AIM OF THE TASK:
Every record below should be printed exactly, except for the pictures.

DATA:
•••••

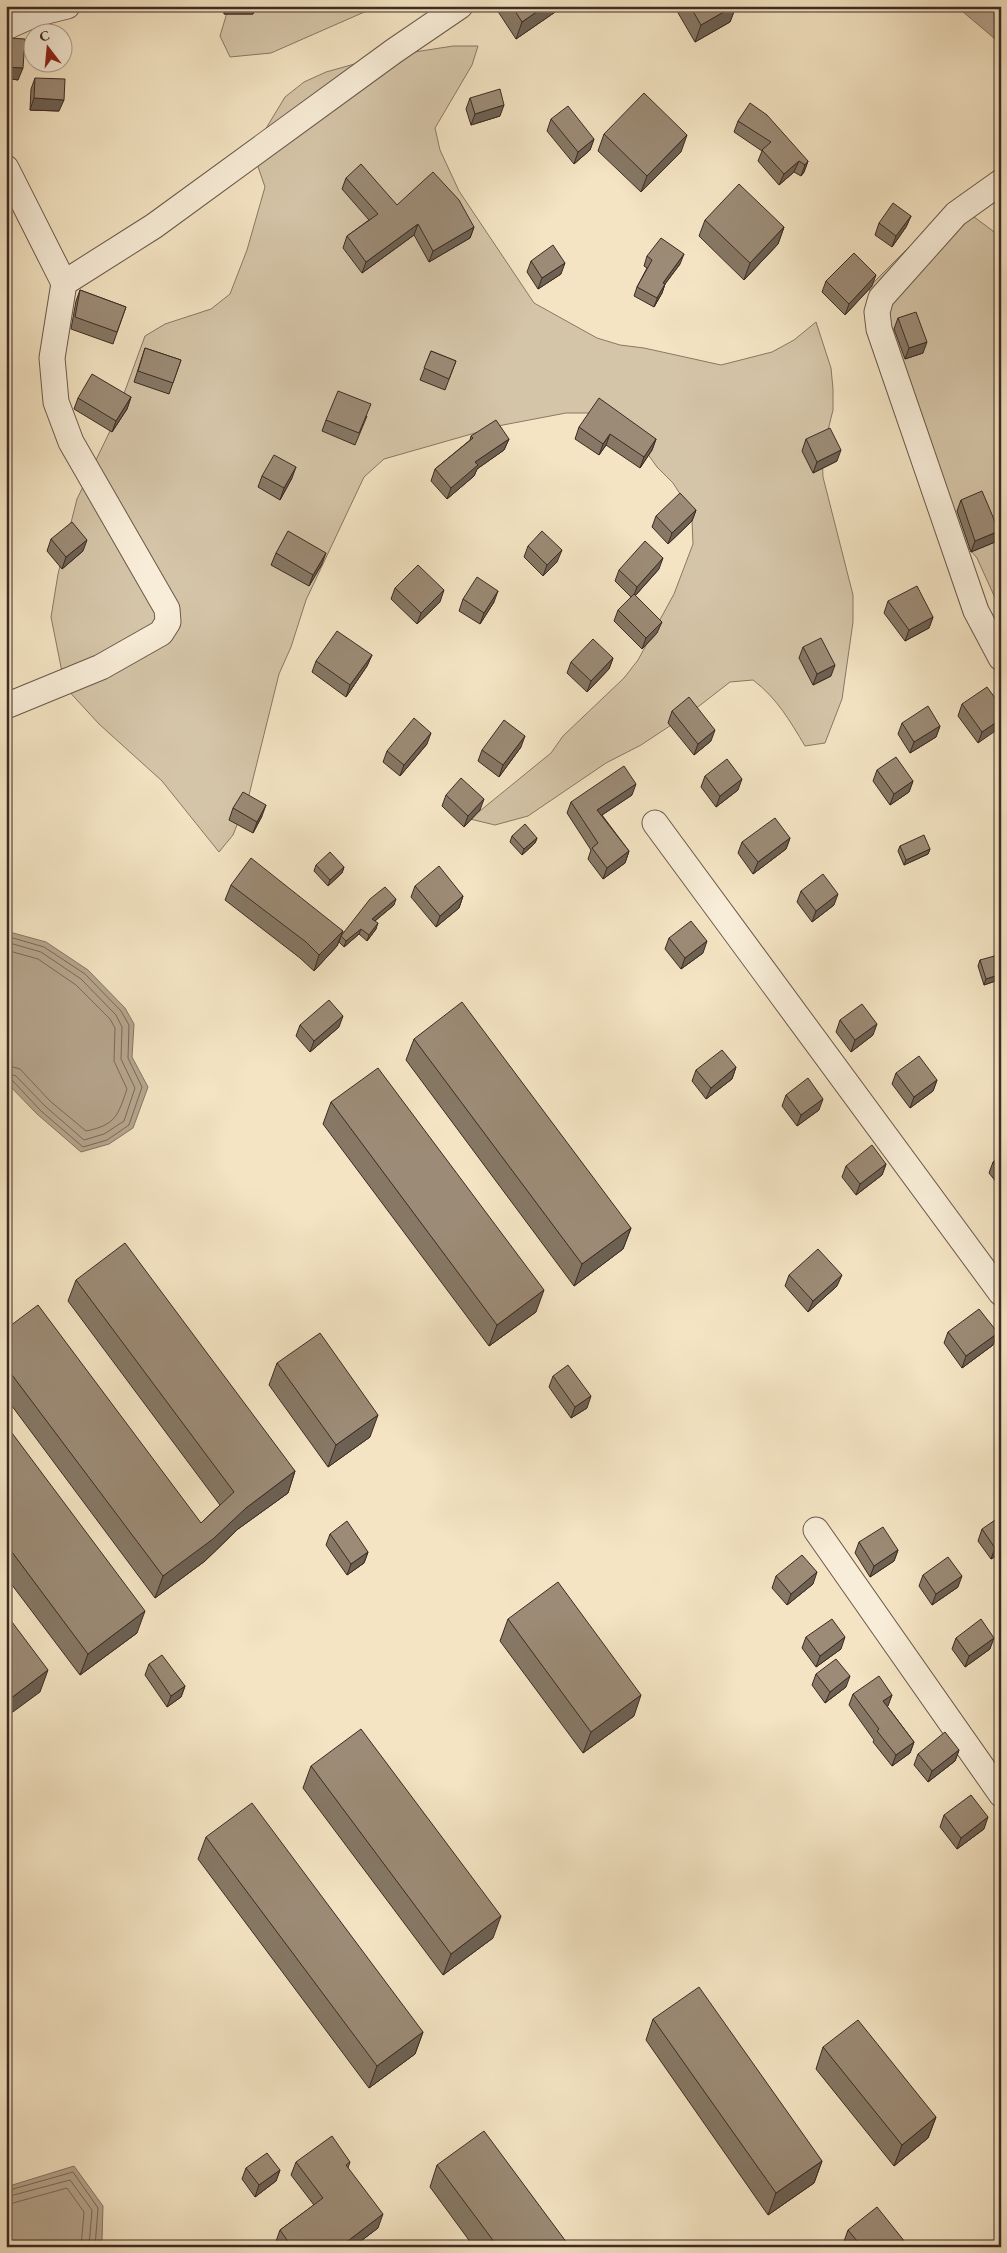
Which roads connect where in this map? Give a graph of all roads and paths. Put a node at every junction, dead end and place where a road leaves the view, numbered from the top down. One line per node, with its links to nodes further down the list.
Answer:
1 (67, 6): 3 (street)
2 (460, 6): 6 (street)
3 (6, 27)
4 (7, 172): 6 (street)
5 (1001, 182): 7 (street)
6 (64, 282): 8 (street)
7 (1001, 658)
8 (6, 706)
9 (655, 823): 10 (street)
10 (1001, 1293)
11 (816, 1530): 12 (street)
12 (1001, 1794)

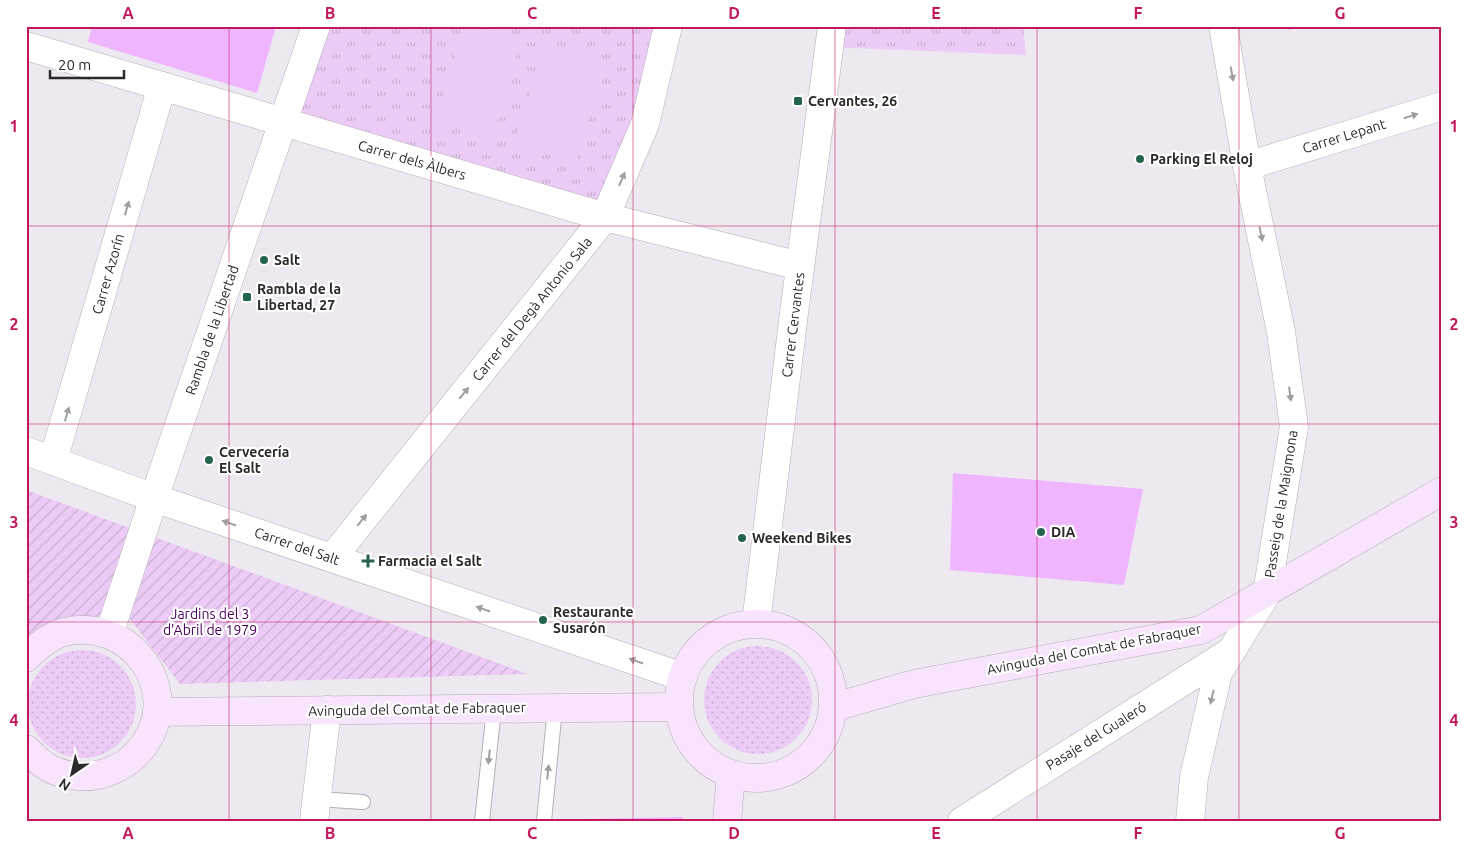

•••••

SOLUTION FOR THIS TASK:
Which roads connect where in this map? Give a graph of all roads and paths. Put a node at every junction, dead end and place where a road leaves the view, numbered from the top down. One line per node, with its links to nodes further down the list.
Answer:
1 (67, 6): 3 (street)
2 (460, 6): 6 (street)
3 (6, 27)
4 (7, 172): 6 (street)
5 (1001, 182): 7 (street)
6 (64, 282): 8 (street)
7 (1001, 658)
8 (6, 706)
9 (655, 823): 10 (street)
10 (1001, 1293)
11 (816, 1530): 12 (street)
12 (1001, 1794)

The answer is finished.